[Records provided — start]
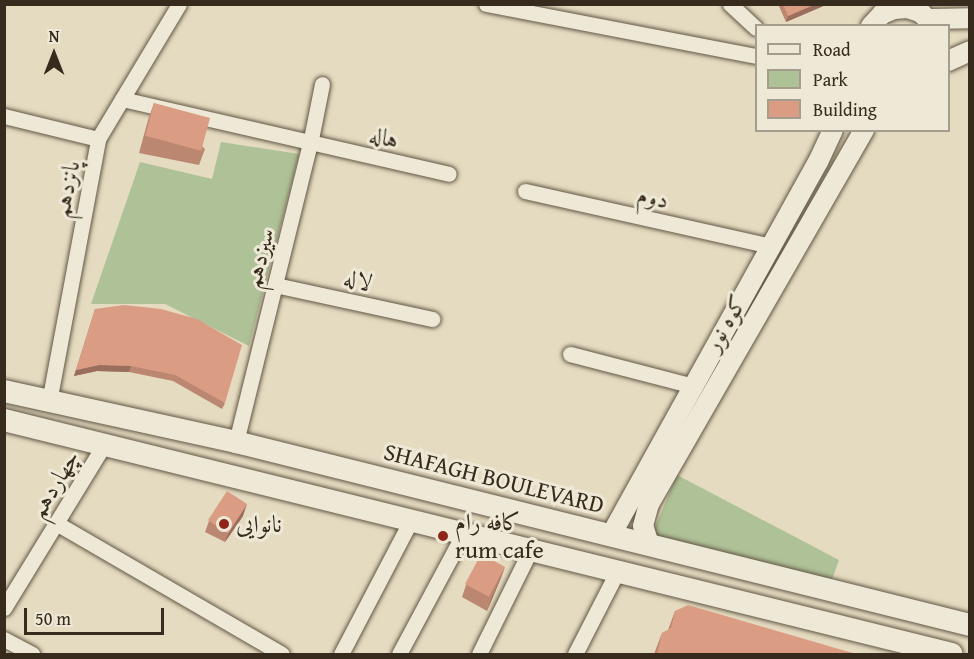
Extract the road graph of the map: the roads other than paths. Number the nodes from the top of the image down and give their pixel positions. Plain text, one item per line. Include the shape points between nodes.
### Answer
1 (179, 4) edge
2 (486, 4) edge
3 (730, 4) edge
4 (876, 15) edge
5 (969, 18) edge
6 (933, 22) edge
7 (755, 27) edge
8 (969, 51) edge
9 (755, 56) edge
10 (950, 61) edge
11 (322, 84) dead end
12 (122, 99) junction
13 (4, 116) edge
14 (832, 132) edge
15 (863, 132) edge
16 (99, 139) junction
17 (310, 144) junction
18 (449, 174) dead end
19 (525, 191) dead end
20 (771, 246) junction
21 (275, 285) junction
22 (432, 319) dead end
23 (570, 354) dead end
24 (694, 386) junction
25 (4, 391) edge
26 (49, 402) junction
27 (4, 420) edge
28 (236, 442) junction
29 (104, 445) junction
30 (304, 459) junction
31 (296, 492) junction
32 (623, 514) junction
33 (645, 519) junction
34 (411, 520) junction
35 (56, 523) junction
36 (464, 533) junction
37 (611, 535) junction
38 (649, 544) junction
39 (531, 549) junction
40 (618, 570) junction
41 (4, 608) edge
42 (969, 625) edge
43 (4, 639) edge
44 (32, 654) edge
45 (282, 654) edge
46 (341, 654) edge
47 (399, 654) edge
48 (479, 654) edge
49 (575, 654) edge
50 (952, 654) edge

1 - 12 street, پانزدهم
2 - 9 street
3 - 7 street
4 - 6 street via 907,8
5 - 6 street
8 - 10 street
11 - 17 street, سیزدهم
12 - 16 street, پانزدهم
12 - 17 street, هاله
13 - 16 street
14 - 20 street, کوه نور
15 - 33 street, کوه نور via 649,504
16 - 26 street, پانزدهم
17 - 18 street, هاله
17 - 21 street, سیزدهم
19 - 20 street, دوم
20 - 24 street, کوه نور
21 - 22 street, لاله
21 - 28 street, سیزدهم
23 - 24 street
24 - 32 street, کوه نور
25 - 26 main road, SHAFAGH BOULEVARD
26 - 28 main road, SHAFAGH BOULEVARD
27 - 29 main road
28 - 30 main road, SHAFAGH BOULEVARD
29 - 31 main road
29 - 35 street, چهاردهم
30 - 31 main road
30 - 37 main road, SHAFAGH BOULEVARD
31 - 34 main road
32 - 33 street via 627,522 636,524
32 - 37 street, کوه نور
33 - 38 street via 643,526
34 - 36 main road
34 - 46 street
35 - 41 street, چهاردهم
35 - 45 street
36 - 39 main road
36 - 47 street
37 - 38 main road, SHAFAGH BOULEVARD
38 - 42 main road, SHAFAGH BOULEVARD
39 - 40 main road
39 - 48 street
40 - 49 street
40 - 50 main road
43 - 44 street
[Records provided — finish]
[Records provided — start]
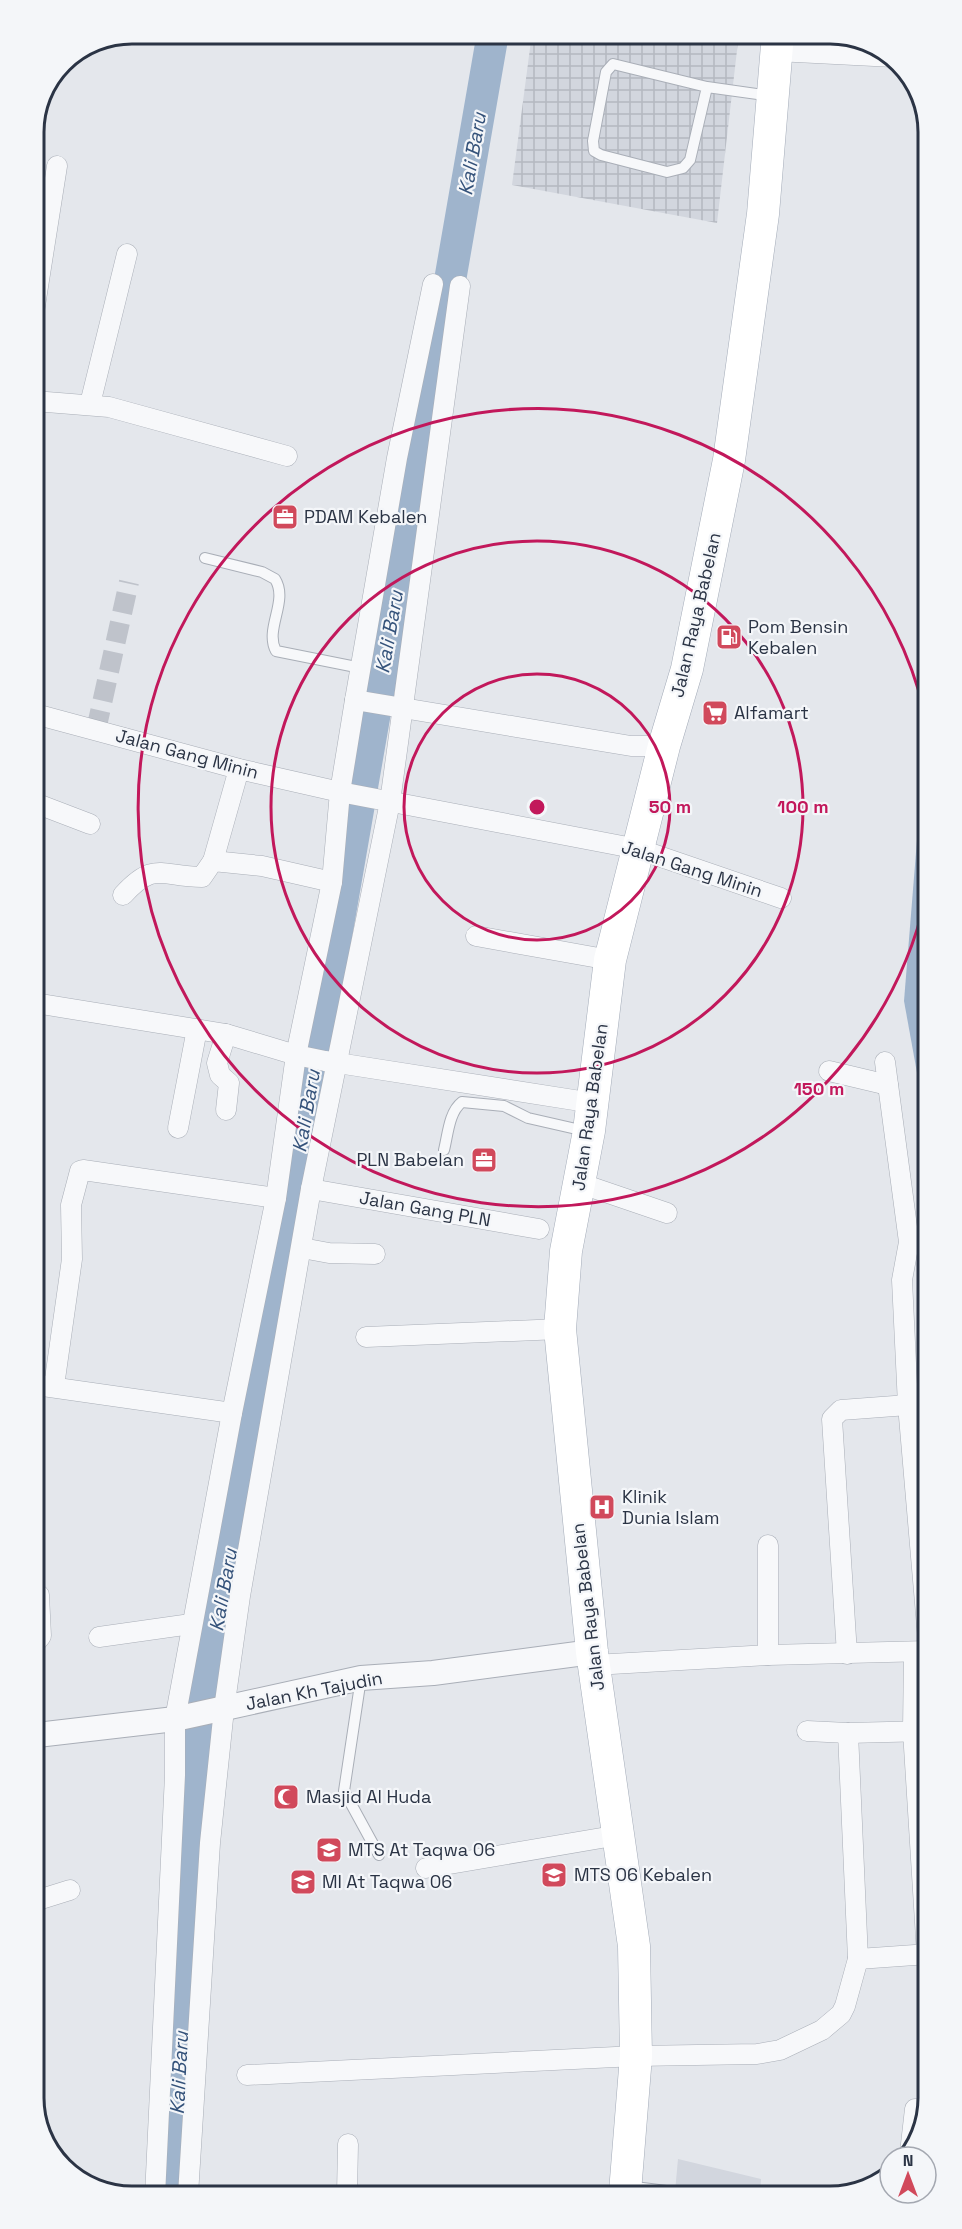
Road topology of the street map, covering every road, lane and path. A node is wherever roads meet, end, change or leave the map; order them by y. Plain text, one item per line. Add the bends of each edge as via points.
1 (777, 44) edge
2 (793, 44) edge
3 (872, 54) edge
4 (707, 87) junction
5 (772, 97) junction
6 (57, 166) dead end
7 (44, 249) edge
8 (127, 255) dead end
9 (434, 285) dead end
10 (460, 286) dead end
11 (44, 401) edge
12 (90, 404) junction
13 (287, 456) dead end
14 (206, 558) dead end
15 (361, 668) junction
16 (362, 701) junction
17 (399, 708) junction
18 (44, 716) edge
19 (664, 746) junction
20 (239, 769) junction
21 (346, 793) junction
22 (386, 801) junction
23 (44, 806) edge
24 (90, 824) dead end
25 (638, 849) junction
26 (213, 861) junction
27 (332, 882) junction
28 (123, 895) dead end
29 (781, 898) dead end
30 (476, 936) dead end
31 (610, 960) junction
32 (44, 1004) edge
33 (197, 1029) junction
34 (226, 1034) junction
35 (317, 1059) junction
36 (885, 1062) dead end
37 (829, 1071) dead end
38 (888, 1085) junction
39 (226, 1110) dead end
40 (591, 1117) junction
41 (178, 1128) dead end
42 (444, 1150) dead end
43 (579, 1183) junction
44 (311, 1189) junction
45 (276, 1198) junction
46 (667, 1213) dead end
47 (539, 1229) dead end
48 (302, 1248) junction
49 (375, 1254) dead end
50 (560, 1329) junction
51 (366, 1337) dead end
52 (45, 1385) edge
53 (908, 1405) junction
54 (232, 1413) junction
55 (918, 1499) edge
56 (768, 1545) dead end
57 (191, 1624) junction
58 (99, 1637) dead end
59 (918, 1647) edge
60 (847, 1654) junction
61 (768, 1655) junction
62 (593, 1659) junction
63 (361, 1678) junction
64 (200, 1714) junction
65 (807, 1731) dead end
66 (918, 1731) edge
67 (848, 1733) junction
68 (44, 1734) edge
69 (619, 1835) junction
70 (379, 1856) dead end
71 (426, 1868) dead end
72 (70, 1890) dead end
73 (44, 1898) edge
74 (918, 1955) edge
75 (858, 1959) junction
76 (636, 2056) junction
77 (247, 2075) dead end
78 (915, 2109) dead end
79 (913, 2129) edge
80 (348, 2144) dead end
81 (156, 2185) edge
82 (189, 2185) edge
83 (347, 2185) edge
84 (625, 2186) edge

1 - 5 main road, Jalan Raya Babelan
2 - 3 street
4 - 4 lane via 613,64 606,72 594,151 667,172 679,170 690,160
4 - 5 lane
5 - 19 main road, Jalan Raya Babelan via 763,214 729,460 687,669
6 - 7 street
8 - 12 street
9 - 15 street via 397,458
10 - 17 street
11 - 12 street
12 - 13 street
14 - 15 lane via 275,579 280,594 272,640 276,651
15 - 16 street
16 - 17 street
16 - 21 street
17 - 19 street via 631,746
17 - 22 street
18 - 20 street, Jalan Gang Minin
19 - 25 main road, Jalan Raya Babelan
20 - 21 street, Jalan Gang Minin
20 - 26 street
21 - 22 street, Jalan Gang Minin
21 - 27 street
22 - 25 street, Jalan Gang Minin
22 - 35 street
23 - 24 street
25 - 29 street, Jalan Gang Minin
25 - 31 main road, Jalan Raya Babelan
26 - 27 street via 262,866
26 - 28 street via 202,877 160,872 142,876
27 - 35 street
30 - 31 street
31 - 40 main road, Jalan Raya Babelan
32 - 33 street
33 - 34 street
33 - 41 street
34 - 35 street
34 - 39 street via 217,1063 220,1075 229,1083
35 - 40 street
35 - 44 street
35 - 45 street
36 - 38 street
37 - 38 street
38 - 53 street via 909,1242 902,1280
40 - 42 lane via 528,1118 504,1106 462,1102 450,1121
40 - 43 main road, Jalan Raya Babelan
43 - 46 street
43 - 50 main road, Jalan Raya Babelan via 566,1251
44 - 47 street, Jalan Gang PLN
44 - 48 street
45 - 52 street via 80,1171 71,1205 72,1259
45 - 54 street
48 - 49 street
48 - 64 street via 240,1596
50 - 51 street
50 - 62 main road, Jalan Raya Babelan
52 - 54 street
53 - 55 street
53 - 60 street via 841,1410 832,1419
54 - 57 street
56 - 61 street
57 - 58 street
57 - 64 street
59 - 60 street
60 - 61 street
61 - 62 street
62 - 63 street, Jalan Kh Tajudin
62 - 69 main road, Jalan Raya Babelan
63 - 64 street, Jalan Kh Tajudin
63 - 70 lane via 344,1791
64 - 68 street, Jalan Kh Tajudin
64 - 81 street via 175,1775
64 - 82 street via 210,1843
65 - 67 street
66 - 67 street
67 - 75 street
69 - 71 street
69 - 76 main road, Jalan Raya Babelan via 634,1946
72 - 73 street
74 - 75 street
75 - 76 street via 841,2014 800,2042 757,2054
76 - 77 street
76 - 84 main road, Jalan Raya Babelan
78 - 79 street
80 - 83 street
[Records provided — finish]
Exercise brief: Whenever a line in the data holds "Minin", copy that line.

Answer to this task:
18 - 20 street, Jalan Gang Minin
20 - 21 street, Jalan Gang Minin
21 - 22 street, Jalan Gang Minin
22 - 25 street, Jalan Gang Minin
25 - 29 street, Jalan Gang Minin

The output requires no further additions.